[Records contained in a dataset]
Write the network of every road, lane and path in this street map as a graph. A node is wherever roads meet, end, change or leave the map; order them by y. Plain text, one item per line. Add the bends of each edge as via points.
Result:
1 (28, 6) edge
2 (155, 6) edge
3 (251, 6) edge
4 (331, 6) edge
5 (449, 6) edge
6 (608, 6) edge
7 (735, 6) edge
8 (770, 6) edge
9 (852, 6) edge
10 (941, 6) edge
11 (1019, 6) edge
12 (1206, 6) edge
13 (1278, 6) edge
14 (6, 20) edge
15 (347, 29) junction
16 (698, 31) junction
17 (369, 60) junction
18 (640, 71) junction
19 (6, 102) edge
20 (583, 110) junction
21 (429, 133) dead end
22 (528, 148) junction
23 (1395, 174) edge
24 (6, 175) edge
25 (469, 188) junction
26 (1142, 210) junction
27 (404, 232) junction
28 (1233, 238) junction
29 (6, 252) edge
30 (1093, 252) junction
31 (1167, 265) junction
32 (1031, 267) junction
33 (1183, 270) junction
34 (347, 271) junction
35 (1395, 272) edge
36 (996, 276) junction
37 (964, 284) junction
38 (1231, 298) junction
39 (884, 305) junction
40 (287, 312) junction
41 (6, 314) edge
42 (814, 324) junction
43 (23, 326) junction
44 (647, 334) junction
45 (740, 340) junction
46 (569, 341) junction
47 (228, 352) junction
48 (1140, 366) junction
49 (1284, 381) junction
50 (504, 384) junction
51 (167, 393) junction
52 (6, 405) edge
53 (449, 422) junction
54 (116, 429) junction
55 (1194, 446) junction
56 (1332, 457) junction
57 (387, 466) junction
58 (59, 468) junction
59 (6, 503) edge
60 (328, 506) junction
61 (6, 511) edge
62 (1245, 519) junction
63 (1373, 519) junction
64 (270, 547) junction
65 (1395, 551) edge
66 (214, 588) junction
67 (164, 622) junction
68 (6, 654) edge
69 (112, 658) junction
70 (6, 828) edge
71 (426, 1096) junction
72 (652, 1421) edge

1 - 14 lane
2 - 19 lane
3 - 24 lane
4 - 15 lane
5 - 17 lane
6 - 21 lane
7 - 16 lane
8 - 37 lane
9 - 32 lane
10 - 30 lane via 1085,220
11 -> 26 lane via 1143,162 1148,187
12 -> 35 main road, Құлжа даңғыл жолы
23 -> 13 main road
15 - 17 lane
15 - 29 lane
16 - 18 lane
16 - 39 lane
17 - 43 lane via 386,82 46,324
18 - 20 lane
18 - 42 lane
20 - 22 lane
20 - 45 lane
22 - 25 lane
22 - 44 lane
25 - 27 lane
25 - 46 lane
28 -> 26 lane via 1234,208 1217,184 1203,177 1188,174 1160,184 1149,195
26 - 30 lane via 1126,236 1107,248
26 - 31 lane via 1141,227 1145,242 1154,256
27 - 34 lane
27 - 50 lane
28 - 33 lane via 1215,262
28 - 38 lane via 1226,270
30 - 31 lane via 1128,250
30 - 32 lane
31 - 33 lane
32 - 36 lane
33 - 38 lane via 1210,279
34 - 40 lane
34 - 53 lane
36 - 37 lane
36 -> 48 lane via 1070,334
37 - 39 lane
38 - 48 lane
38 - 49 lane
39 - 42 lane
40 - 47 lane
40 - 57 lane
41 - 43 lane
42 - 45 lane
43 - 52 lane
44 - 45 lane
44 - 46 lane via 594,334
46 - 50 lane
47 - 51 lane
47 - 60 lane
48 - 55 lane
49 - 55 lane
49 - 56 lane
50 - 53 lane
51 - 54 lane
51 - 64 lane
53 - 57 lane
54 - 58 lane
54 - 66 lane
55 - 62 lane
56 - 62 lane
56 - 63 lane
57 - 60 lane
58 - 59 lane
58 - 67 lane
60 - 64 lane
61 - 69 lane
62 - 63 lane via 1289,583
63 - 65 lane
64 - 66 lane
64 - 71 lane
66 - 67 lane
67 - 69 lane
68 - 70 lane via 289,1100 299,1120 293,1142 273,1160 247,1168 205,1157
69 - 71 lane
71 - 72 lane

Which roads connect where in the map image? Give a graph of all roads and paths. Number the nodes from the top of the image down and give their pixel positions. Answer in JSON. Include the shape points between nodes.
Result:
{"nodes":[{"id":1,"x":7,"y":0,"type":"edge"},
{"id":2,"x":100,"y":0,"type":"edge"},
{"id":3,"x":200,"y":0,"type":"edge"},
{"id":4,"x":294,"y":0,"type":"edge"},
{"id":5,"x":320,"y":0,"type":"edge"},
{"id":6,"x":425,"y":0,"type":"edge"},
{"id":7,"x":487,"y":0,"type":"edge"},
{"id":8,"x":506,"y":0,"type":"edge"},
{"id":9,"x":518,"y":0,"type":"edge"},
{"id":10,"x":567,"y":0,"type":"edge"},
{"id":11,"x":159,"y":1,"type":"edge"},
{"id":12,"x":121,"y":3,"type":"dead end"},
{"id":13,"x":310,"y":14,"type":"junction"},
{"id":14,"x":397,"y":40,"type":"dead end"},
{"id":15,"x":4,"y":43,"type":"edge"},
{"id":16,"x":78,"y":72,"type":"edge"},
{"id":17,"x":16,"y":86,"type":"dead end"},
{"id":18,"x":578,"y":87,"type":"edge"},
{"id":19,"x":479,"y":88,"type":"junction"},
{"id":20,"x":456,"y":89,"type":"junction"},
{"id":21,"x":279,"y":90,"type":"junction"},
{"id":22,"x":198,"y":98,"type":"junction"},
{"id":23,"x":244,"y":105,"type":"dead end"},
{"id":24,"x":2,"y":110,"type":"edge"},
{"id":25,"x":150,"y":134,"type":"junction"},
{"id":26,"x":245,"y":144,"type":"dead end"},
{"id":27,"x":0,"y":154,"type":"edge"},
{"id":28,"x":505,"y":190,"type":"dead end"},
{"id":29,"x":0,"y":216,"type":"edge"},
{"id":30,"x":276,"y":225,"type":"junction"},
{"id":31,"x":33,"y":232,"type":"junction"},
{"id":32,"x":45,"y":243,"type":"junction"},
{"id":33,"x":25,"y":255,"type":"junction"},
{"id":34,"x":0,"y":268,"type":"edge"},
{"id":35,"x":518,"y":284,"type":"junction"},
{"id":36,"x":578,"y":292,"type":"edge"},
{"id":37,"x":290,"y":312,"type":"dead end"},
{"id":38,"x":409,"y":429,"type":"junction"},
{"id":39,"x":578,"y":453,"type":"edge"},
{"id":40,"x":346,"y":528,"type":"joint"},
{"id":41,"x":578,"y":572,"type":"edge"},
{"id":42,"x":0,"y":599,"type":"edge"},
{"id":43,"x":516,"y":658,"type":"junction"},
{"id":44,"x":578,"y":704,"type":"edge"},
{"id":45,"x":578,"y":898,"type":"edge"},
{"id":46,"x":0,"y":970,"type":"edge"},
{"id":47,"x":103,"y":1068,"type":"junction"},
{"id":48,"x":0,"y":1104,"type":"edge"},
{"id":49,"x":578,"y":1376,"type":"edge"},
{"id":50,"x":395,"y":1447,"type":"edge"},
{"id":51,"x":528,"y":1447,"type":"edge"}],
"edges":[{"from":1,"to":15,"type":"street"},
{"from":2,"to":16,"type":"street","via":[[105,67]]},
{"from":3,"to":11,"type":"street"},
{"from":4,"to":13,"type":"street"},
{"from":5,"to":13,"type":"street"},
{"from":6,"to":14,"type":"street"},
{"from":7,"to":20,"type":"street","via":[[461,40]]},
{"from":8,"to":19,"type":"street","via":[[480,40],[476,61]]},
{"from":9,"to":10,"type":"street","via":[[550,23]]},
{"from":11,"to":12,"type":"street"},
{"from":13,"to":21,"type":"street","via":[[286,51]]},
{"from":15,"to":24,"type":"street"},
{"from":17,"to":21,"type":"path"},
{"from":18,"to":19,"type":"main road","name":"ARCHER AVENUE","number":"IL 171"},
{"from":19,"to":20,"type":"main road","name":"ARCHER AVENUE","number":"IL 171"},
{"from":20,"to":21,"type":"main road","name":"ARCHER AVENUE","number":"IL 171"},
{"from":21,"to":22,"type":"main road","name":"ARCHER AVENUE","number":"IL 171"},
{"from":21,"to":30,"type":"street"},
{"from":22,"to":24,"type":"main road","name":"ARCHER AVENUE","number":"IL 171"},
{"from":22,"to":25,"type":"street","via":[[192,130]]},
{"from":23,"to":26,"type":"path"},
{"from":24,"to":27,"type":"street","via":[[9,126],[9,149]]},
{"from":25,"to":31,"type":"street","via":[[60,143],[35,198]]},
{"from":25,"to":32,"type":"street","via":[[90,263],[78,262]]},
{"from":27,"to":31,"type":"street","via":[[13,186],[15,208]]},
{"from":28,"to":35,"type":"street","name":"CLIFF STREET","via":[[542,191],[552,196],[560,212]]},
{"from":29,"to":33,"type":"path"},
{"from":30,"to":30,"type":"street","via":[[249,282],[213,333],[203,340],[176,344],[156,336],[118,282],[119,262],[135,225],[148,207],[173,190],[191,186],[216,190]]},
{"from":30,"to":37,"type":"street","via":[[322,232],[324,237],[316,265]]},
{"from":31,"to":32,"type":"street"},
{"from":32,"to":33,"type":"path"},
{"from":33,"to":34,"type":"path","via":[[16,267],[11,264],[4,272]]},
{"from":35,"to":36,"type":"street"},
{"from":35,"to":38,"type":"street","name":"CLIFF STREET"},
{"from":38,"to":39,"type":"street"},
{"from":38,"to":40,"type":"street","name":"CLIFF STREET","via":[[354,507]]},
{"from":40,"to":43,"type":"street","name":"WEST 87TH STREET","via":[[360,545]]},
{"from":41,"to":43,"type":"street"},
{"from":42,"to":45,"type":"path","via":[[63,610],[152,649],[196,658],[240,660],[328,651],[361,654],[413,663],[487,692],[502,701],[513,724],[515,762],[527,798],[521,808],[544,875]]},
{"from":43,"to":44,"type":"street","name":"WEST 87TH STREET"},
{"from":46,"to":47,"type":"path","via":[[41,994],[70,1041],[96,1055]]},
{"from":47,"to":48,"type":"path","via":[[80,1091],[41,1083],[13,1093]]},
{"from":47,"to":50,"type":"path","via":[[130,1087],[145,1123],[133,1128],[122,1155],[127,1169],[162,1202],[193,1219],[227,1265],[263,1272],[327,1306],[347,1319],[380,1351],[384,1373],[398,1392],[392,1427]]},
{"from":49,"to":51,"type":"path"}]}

■ BRIEF
Copy out every line from the data above in which the word "roads" occurs.

■ RESULT FOR THIS EXERCISE
Write the network of every road, lane and path in this street map as a graph. A node is wherever roads meet, end, change or leave the map; order them by y. Plain text, one item per line. Add the bends of each edge as via points.
Which roads connect where in the map image? Give a graph of all roads and paths. Number the nodes from the top of the image down and give their pixel positions. Answer in JSON. Include the shape points between nodes.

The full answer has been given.